Während der Fahrzeugbau (WZ C29) mit circa 9.500 Beschäftigten – maßgeblich getrieben durch das VW-Werk Emden (~9.581 MA, Stand 2016) – und die Windenergie/Herstellung von Windkraftanlagen (WZ C28) mit 5.000 bis 7.000 Beschäftigten (v. a. Enercon in Aurich) in den Top 10 der regionalen Arbeitgeber rangieren, ist die vor- und nachgelagerte Metallverarbeitung (C24/C25) die eigentliche Zulieferer- und Infrastrukturschicht. Für Mittelständler in diesem Segment ist es fatal, strategisch im Blindflug zu operieren. Das Framework der BCG Matrix liefert hier den notwendigen Strukturierungsrahmen, um das Portfolio entlang von Marktwachstum und relativem Marktanteil zu bewerten.

Die BCG Matrix auf die Metallverarbeitung (WZ C24/C25) angewandt

Die BCG Matrix unterteilt Geschäftsfelder in Stars, Cash Cows, Question Marks und Dogs. Im ländlichen Raum Ostfrieslands zeigen sich dabei spezifische regionale Ausprägungen.

Stars: Offshore-Komponenten und Küstenschutz-Stahlbau

Das Marktwachstum im Bereich Erneuerbare Energien ist ungebrochen. Enercon in Aurich sowie zahlreiche Zulieferer im Landkreis Aurich und Emden produzieren Turmsegmente, Gondelträger und Spezialkomponenten. Auch der Küstenschutz (Deichbau, Sperrwerke) und der Hafenausbau in Emden (drittgrößter Autoverladehafen Europas) erfordern hochspezialisierte Metallbau-Leistungen (WZ C25). Unternehmen, die hier bereits eine hohe regionale Marktposition gegenüber Zulieferern aus dem Ruhrgebiet oder dem Ausland behaupten, sind klassische Stars. Sie benötigen Kapital für Automatisierung, da der ländliche Raum unter einem akuten Fachkräftemangel leidet (Wittmund zählte 2007 nur ~11.600 SV-Beschäftigte insgesamt – das Potenzial ist ausgeschöpft).

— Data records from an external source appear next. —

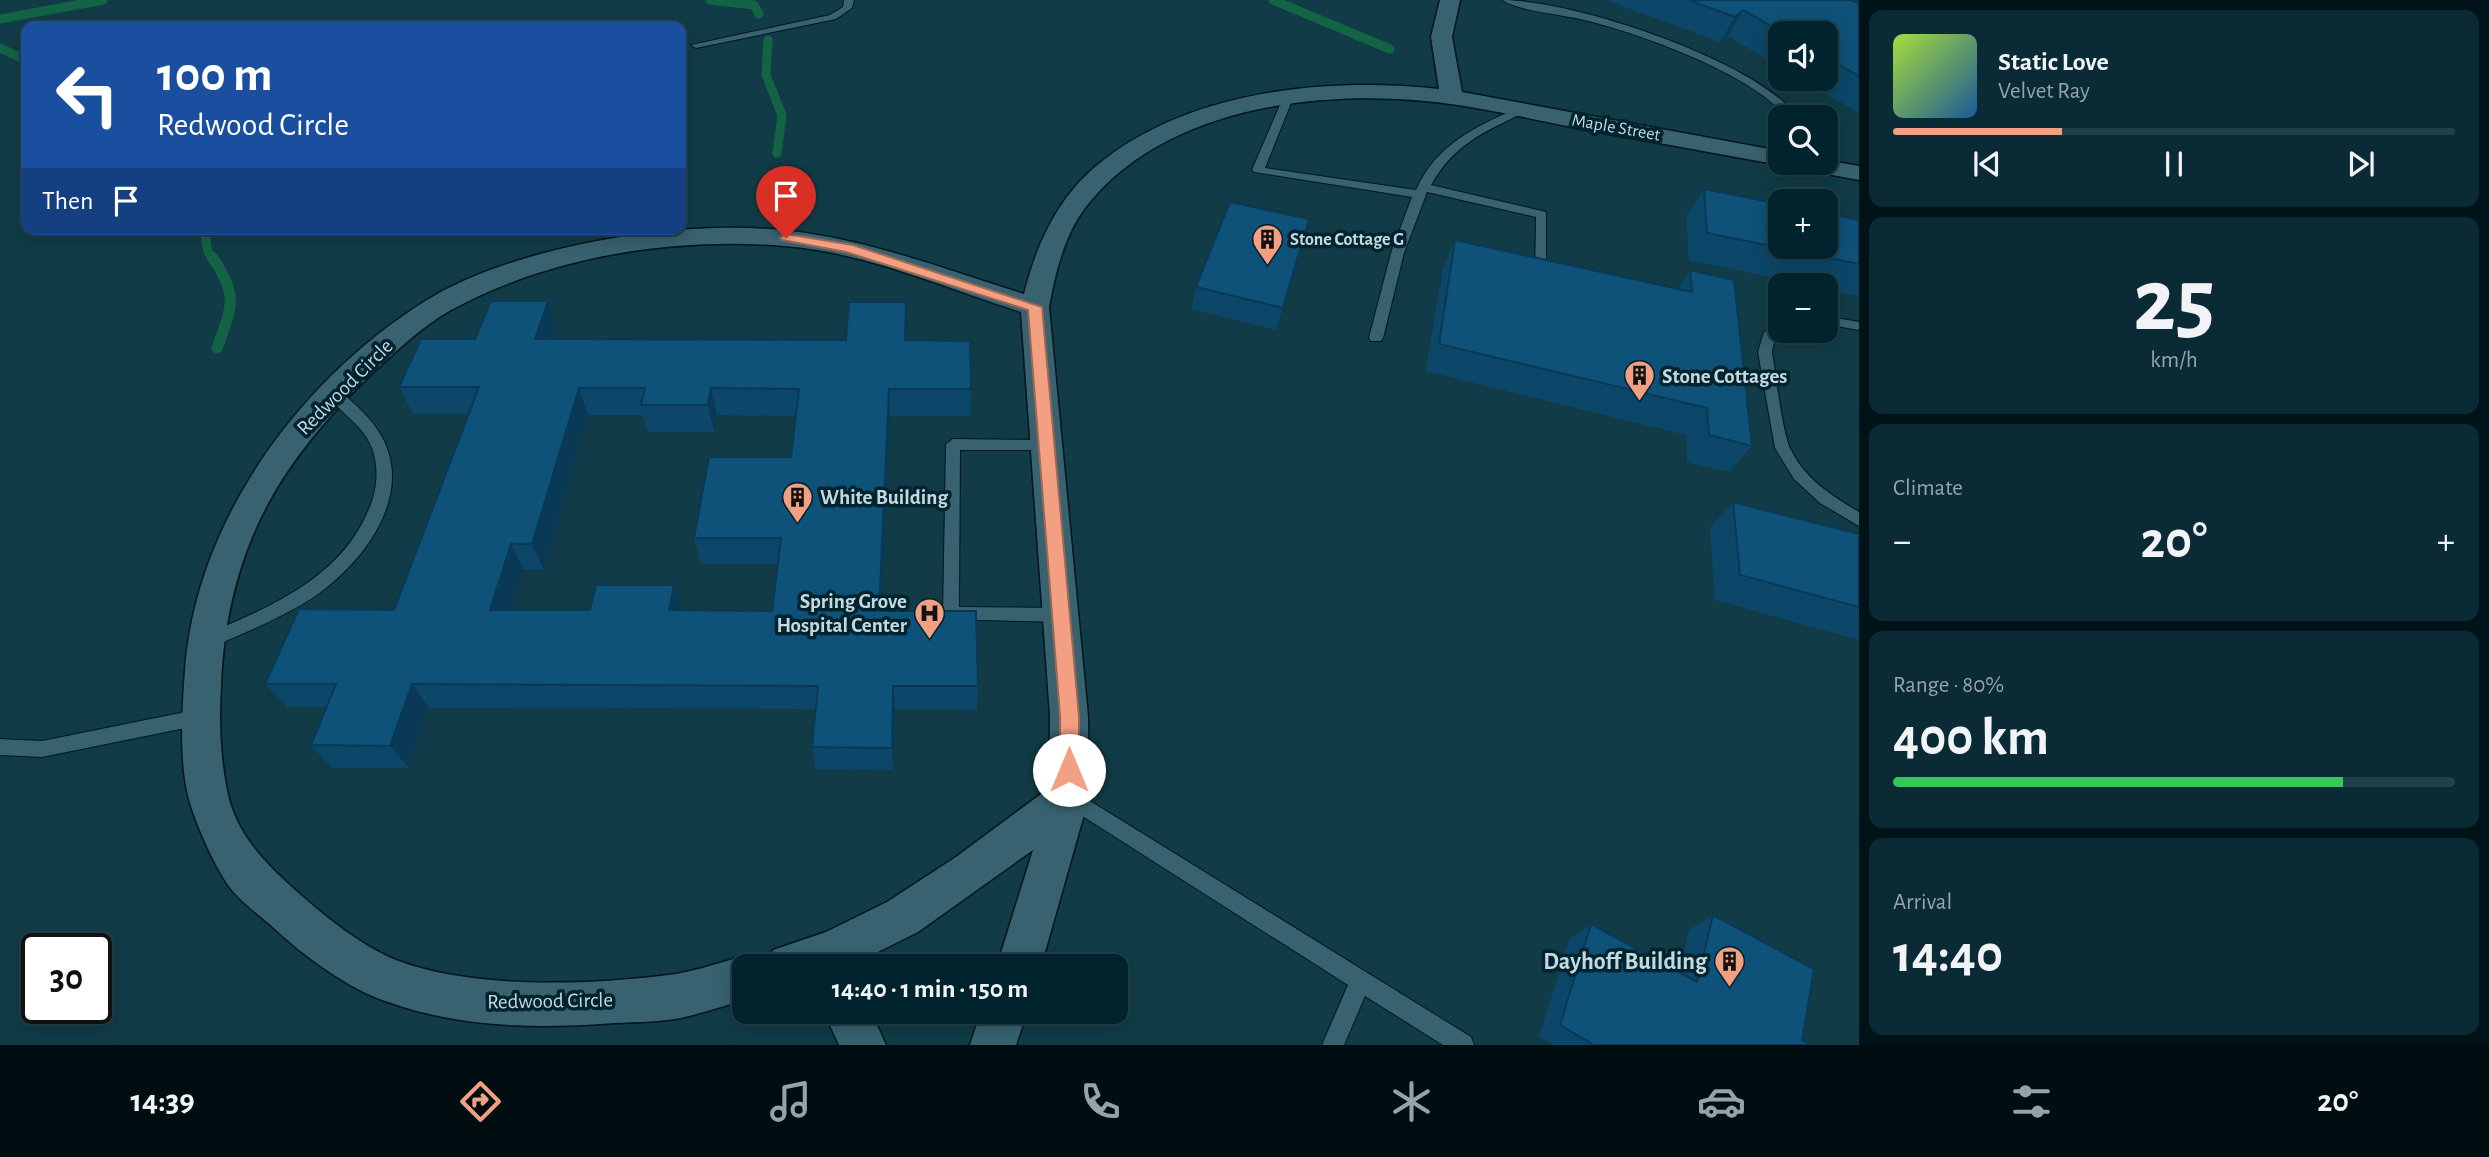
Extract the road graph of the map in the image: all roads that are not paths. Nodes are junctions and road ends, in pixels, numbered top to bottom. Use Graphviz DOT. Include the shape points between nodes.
graph roads {
  1 [pos="849,0"];
  2 [pos="1450,0"];
  3 [pos="1507,0"];
  4 [pos="696,45"];
  5 [pos="1288,98"];
  6 [pos="1452,98"];
  7 [pos="1782,105"];
  8 [pos="1521,110"];
  9 [pos="1768,156"];
  10 [pos="1838,169"];
  11 [pos="1859,173"];
  12 [pos="1421,191"];
  13 [pos="1541,282"];
  14 [pos="1035,307"];
  15 [pos="1838,322"];
  16 [pos="1859,326"];
  17 [pos="1376,338"];
  18 [pos="1768,339"];
  19 [pos="333,393"];
  20 [pos="1046,445"];
  21 [pos="1859,520"];
  22 [pos="1061,615"];
  23 [pos="205,642"];
  24 [pos="200,717"];
  25 [pos="0,747"];
  26 [pos="1069,797"];
  27 [pos="830,954"];
  28 [pos="1023,954"];
  29 [pos="732,981"];
  30 [pos="1362,981"];
  31 [pos="853,1024"];
  32 [pos="1000,1024"];
  33 [pos="863,1045"];
  34 [pos="993,1045"];
  35 [pos="1333,1045"];
  36 [pos="1463,1045"];
  1 -- 4 [label="lane" via="842,13 833,17"];
  2 -- 6 [label="street" via="1443,13 1440,41"];
  3 -- 7 [label="lane" via="1607,23 1737,75"];
  5 -- 6 [label="street, Maple Street" via="1362,92"];
  5 -- 12 [label="lane" via="1258,170"];
  5 -- 14 [label="street, Maple Street" via="1212,115 1130,152 1075,203 1044,263"];
  6 -- 8 [label="street, Maple Street"];
  8 -- 9 [label="street, Maple Street"];
  8 -- 12 [label="lane" via="1472,133 1429,173"];
  10 -- 11 [label="street"];
  12 -- 13 [label="lane" via="1542,215"];
  12 -- 17 [label="lane"];
  14 -- 19 [label="street, Redwood Circle" via="848,248 786,238 710,236 626,244 552,260 439,306 391,340"];
  14 -- 20 [label="street, Maple Street"];
  15 -- 16 [label="lane"];
  18 -- 21 [label="lane" via="1765,352 1782,448 1800,475 1825,499"];
  19 -- 23 [label="street, Redwood Circle" via="286,448 253,499 219,574"];
  19 -- 23 [label="lane" via="359,415 386,470 383,499 363,540 334,572 289,602"];
  20 -- 22 [label="street, Maple Street"];
  20 -- 22 [label="lane" via="953,444 950,614"];
  22 -- 26 [label="street, Maple Street" via="1069,716"];
  23 -- 24 [label="street, Redwood Circle"];
  24 -- 25 [label="lane" via="42,749"];
  24 -- 29 [label="street, Redwood Circle" via="210,805 244,872 312,934 387,980 481,1003 582,1003 678,996"];
  26 -- 27 [label="street" via="916,912"];
  26 -- 28 [label="street, Maple Street"];
  26 -- 30 [label="lane"];
  30 -- 35 [label="lane"];
  30 -- 36 [label="lane"];
  31 -- 33 [label="street"];
  32 -- 34 [label="street"];
}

Cash Cows: Automotive-Zulieferer und klassischer Metallbau

Die Zulieferkette für VW Emden ist ein Paradebeispiel für eine Cash Cow. Der Markt für Verbrennungskomponenten ist zwar reif (niedriges Wachstum), aber das Volumen und die etablierten Lieferbeziehungen sorgen für stetige Cash Flows. Ebenso verhält es sich mit dem traditionellen Baugewerbe-Zulieferer (WZ C25: Tore, Geländer, Stahlträger) in den Landkreisen Leer und Aurich, wo das Baugewerbe (F-41/42/43) mit 5.000 bis 6.000 Beschäftigten stabil läuft. Diese Betriebe generieren liquide Mittel, die strategisch genutzt werden müssen, statt sie in marginale Effizienzsteigerungen zu verbrennen.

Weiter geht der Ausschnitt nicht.